Ayrıca Türkiye’nin kendi silahını yapması için ki, pek çok etkili ve güçlü silah da yapıyor, ille de ambargo yemesi mi gerekiyor?

İktidar, bazen kendini övmek isterken böyle komik durumlara da düşüyor.

Hatta çok sık düşüyor.

FIKRA GİBİ

“Yeliz Bey”, engin bilgisiyle şimdi de Tele1’e bulaşmış


Attığı tuhaf tweetlerle ve daha beter bazı tweetlerinde kullandığı “Yeliz” takma adıyla tanınan AKP Milletvekili Ahmet Hamdi Çamlı, aklını Tele1’e takmış.

Partisinin kimi tetikçilerinin her zaman yaptığı gibi tehdit ve hedef gösterme yolunu seçen Çamlı, attığı tweette şöyle demiş: Tele1 bir diye bir TV kanalizasyonuna rastladım, kin nefret ve irin saçıyor. ABD, İsrail, Avrupa, CHP, PKK, FETÖ ağzıyla, nifak ve pislik saçıyor. Savcılarımız da rahat olsun..

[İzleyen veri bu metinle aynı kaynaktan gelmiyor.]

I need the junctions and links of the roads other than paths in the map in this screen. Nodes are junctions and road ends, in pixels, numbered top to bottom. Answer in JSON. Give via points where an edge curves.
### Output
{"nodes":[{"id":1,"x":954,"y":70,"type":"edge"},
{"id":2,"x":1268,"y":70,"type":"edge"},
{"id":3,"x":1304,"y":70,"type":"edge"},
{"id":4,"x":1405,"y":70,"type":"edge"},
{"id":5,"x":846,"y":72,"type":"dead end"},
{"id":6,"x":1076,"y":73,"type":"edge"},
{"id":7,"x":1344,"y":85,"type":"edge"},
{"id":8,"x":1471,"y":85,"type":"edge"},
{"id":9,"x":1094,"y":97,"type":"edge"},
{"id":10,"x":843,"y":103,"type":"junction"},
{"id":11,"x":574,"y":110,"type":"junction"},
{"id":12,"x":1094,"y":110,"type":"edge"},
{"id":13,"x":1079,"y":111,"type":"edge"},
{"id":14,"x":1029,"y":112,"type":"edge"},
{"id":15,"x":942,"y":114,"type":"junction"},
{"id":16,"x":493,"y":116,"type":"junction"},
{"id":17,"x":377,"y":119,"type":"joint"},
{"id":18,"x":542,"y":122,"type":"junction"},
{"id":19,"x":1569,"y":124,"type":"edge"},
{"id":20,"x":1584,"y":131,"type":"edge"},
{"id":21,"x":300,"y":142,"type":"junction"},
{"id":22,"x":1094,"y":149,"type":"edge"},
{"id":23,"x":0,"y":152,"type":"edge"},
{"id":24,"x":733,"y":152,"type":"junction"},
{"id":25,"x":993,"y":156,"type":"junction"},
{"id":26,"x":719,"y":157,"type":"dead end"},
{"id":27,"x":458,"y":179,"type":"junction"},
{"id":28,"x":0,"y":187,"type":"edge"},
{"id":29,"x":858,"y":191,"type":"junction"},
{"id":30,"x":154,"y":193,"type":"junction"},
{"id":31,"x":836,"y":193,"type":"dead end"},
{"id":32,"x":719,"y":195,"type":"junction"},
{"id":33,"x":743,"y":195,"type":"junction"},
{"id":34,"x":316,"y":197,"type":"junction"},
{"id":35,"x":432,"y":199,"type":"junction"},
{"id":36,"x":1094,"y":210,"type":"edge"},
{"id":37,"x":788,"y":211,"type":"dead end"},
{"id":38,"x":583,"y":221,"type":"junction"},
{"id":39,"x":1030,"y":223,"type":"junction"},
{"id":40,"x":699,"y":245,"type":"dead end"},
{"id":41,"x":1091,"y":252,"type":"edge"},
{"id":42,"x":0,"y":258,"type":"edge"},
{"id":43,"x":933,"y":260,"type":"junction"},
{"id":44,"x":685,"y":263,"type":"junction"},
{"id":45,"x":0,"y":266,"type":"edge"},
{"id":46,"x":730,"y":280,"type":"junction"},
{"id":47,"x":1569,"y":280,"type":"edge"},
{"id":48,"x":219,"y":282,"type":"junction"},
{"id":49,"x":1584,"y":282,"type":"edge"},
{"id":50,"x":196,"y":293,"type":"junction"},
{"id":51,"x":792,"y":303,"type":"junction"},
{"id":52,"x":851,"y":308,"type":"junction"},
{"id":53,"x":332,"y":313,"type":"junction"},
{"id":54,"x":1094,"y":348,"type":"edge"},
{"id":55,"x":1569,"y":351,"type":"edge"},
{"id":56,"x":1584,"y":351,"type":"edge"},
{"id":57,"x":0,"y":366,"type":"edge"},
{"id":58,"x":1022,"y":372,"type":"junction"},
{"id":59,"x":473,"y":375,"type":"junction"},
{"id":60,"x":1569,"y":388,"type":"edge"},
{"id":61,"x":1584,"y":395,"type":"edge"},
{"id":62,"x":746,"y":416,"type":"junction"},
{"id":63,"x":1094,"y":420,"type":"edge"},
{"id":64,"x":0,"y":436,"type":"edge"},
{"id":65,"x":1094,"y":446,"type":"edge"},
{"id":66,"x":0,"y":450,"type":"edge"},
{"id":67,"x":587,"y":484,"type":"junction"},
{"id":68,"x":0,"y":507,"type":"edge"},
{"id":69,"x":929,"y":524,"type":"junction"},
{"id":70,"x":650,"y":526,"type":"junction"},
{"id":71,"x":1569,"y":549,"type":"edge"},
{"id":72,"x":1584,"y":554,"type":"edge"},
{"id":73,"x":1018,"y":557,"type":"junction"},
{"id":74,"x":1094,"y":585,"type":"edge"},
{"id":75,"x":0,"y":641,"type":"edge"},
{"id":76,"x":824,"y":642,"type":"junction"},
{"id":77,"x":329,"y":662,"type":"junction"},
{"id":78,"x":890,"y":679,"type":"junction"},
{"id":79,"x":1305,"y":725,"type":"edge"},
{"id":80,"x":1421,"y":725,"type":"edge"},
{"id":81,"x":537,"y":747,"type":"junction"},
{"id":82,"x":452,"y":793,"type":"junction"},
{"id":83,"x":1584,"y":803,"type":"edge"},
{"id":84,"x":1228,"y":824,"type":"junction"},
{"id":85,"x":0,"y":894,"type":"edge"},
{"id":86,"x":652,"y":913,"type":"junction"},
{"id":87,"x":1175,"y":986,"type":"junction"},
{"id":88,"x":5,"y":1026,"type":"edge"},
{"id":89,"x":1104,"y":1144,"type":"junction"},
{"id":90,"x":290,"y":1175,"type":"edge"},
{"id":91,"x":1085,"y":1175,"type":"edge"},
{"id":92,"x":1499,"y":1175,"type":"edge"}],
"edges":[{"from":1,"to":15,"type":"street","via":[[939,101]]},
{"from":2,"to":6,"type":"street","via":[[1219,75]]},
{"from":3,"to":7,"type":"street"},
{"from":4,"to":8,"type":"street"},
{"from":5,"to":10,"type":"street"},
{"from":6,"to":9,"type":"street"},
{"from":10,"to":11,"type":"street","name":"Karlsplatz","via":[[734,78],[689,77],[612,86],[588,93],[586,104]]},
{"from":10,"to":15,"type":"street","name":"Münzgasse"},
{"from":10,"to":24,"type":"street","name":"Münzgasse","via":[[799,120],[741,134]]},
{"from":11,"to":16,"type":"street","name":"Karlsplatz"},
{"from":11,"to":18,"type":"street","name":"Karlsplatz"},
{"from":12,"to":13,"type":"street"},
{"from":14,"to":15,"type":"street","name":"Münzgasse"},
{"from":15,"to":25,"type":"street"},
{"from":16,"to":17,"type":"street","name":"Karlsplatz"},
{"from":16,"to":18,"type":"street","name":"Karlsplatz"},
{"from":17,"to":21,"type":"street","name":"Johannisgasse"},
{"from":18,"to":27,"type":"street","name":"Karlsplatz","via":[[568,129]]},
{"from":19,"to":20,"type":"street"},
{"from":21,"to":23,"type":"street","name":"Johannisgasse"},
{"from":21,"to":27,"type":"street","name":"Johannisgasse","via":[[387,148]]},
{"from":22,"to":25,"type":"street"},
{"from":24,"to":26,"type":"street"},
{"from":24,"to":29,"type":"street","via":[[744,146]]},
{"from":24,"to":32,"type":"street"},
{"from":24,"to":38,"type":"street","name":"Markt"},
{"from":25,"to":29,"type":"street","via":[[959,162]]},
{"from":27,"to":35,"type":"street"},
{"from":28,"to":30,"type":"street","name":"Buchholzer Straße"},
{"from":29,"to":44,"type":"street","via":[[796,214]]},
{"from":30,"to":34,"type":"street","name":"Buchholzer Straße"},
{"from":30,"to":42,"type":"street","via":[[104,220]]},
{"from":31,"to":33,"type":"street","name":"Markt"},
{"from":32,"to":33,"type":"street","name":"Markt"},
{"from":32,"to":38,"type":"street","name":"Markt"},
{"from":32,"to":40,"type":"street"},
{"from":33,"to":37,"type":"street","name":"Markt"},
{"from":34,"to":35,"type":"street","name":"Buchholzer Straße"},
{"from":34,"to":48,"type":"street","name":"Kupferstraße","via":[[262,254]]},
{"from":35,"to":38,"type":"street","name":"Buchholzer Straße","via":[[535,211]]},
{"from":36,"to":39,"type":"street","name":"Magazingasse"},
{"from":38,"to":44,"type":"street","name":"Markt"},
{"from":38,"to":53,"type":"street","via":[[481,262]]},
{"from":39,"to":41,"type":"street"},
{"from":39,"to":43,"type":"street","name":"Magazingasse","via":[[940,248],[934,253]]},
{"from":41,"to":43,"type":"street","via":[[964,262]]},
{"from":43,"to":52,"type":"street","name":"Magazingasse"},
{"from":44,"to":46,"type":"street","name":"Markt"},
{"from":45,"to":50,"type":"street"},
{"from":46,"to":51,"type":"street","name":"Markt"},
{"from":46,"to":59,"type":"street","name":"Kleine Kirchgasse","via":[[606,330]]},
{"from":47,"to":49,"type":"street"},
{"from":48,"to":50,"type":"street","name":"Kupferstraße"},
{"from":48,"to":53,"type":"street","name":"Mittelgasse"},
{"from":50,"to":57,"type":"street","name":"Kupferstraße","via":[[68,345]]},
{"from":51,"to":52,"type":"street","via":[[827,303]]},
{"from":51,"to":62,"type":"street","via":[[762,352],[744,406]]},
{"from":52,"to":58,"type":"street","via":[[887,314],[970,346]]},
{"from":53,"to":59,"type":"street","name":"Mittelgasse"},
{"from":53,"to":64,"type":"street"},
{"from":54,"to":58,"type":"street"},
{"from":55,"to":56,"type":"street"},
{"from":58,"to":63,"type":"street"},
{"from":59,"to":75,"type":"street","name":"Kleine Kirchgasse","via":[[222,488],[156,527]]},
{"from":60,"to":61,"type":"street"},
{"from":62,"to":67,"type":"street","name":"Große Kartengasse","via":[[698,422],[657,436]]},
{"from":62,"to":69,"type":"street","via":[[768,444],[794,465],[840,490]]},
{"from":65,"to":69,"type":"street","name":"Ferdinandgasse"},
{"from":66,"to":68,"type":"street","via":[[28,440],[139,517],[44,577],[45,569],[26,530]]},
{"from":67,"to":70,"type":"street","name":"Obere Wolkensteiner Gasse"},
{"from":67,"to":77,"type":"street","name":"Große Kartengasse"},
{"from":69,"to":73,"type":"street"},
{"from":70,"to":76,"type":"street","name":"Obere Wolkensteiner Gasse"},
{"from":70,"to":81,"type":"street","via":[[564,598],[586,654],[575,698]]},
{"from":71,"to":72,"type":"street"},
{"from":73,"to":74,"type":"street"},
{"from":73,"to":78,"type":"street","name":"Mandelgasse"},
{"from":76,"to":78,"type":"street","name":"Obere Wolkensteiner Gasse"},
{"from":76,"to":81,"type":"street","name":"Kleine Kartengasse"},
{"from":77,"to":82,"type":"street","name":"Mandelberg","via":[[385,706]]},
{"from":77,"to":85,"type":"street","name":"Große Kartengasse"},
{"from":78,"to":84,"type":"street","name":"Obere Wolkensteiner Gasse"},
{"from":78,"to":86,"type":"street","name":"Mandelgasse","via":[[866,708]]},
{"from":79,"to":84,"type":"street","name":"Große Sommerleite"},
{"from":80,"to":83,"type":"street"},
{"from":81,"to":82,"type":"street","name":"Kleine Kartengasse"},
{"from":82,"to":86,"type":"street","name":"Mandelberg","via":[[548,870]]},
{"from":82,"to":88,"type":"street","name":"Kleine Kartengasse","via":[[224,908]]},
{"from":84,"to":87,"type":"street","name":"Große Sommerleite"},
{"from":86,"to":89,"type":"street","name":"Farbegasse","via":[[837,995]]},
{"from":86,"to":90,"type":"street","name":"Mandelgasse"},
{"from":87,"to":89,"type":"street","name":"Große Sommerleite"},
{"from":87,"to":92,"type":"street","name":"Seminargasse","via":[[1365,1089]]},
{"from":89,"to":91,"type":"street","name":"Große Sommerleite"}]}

Belli ki yayınları pek beğenmemiş.

Beğenmeyince ne yapıyorlar biliyorsunuz; hemen savcılara çağrıda bulunuyorlar.

Yeliz Bey, sadece savcılara çağrı da yapmamış bu kez, “Siz rahat olun” diyor. Yani “Korkmayın arkanızda biz varız” diye kendince cesaret veriyor.

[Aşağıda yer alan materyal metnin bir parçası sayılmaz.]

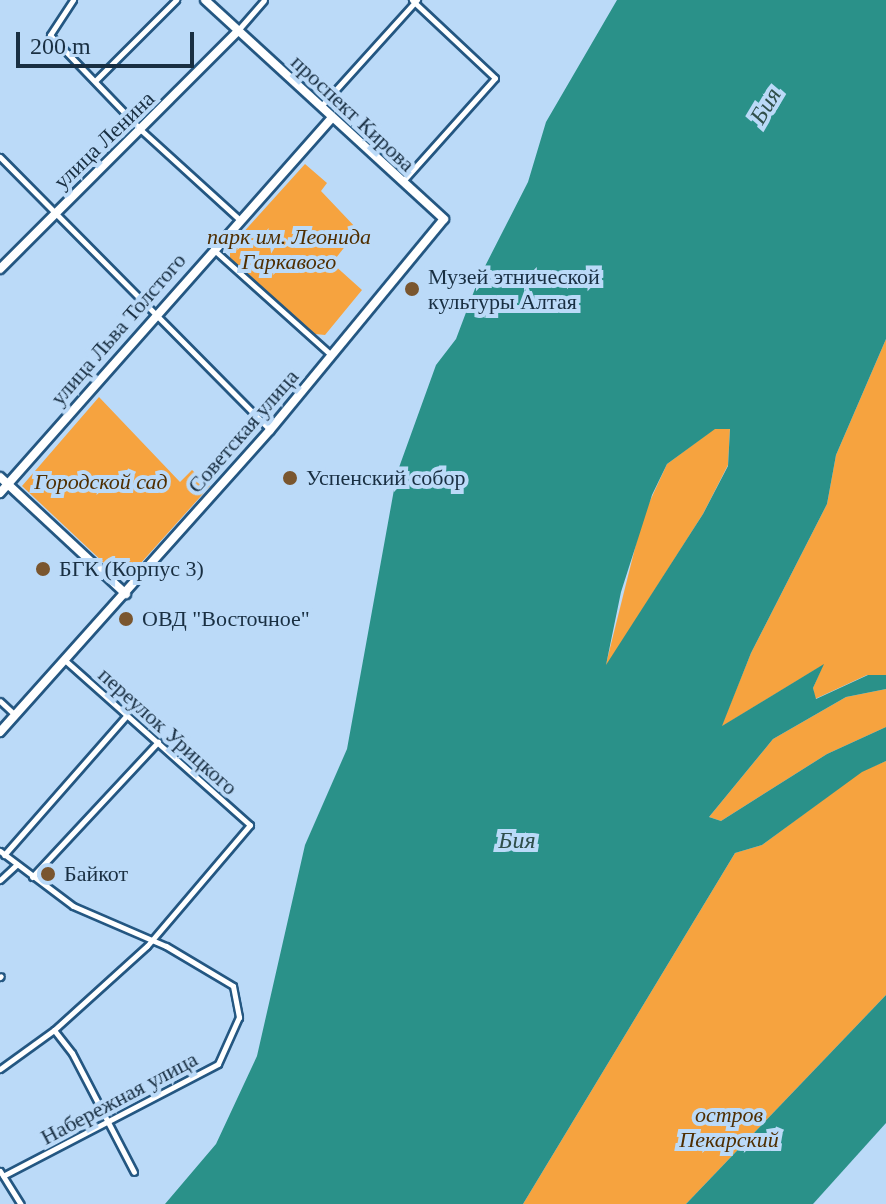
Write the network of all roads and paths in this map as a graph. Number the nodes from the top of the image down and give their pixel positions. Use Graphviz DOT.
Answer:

Hayır, bu adam kalabalıklara karşı ciddi ciddi “Benim dedem olmasa, bu Trump var ya Trump, bakkala gidip ekmek aldığında paranın hesabını yapamazdı” diye bilimsel konuşmalar yapmış olmasa, bu tehdidini çok ciddiye alacağım.

Oysa, şimdi bu tavrı sadece komik buluyorum.

Bir milletvekiline yakıştıramıyorum.

MERAK ETTİĞİM ŞEYLER

Operasyondan bir baskın seçim çıkar mı?


Biliyorsunuz, henüz ortada operasyon konusu yokken AKP’nin bir baskın seçime hazırlandığı konusunda ciddi duyumlar aldığımı ve bunu gösteren pek çok belirti olduğunu yazmıştım.

Hatta bunu pekiştirmek için “Bir gece ansızın gelebiliriz” şarkısını hayata geçirebileceğini” de söylemiştim.

Şimdiki gelişmelere bakınca bu ihtimalin güçlendiğini hissettiğimi belirtmeliyim.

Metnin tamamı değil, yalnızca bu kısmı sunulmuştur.